8月の中間市イベントについて、公開資料だけではこれらすべての運用詳細は分からない。本稿は推測で埋めない。もし取り組みが継続・拡大するなら、こうした地味な運用条件こそ教育の質を決める。


誰かが渡る時、橋は別の物になる


現実の垣生公園で、延壽橋の仕事は分かりやすい。赤い橋が池を渡り、埴生神社側へ人をつなぐ。橋が何のためにあるか、人は知っている。


児童のゲームの中では、橋は別の役割を持てる。


チェックポイント。笑い。危険地帯。ご褒美。遠くに見える目印。「もう終わりだ」と思わせた後の最後の罠。現実の橋は人の身体を水の向こうへ運ぶが、デジタルの橋は、制作者の意図をプレイヤーへ運ぶ。


中間市で起きたことを理解するなら、これが一番近いかもしれない。


子どもたちは、自分の街の画像を受け身で眺めたのではない。街を模した空間の中で、別の人に何をさせるか決める側へ回った。別チームが遊び始めた瞬間、世界は作者だけのものではなくなる。
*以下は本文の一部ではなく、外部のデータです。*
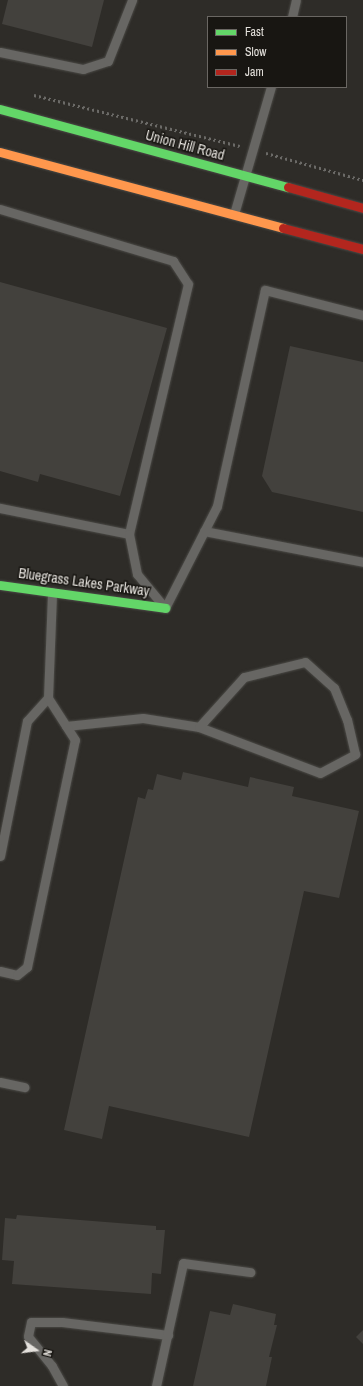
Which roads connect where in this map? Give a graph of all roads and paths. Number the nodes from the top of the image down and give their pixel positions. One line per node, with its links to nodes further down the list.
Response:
1 (132, 0): 4 (lane)
2 (296, 0): 3 (lane)
3 (292, 16)
4 (0, 52)
5 (271, 88): 8 (lane)
6 (30, 94): 8 (path)
7 (0, 109): 10 (street, Union Hill Road)
8 (253, 149): 10 (lane); 11 (path)
9 (0, 152): 14 (street)
10 (246, 176): 12 (street, Union Hill Road); 14 (lane)
11 (363, 180)
12 (363, 208)
13 (0, 209): 19 (lane)
14 (234, 214): 15 (street)
15 (363, 249)
16 (363, 315): 18 (lane)
17 (0, 508): 19 (lane)
18 (204, 531): 20 (lane); 23 (lane)
19 (129, 534): 23 (lane)
20 (363, 562)
21 (0, 585): 22 (street, Bluegrass Lakes Parkway)
22 (52, 592): 23 (street, Bluegrass Lakes Parkway); 24 (lane)
23 (165, 608)
24 (48, 698): 25 (lane); 27 (lane)
25 (66, 726): 26 (lane); 28 (lane)
26 (199, 727): 26 (lane)
27 (0, 856)
28 (0, 971)
29 (0, 1082): 30 (lane)
30 (24, 1087)
31 (250, 1272): 32 (lane)
32 (168, 1335): 33 (lane); 34 (lane)
33 (63, 1386)
34 (156, 1386)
プレイヤーが迷えば、その迷いそのものが制作者への情報になる。


これは、工学と物語、そして少しだけ市民性にも通じる小さな授業である。自分がつくった物は、最終的に「自分ではない誰か」が使う。


ゲームを遊ぶ子は「どうすれば攻略できる?」と問う。ゲームをつくる子は、いつかもっと難しい問いに出会う。「別の人は、私が何を意図したと理解するだろう?」


26人を26人の未来のソフトウェア技術者へ変える必要はない。


動く床を覚えている子がいるかもしれない。マグマの冗談を覚えている子がいるかもしれない。つくるより発表の方が難しかったと思う子もいる。『テラビット』を二度と開かなくても、別の習慣を残す子がいるかもしれない。「うまくいかない時は、手順に分け、試し、失敗した部分を変える」。


1960年代、パパートは子どもへ「タートル」を渡し、どこへ行くか命令させた。


中間市の子どもたちは、道そのものをつくった。


そして、誰かが本当にその橋を渡れるかを見た。

調査・出典

編集注:イベントの中心資料はサイバーステップホールディングスの8月20日発表であり、主催者側の記録である。同資料に掲載された児童・学童職員のコメントは観察として扱い、独立した教育効果測定とはみなしていない。主催者は本企画が「コードを書くプログラミング教室ではない」と明記している。事前・事後の標準化評価、比較群、長期追跡、学術的評価は発表資料に含まれないため、本稿は課題が要求した認知的プロセスと、実証された学習成果を区別した。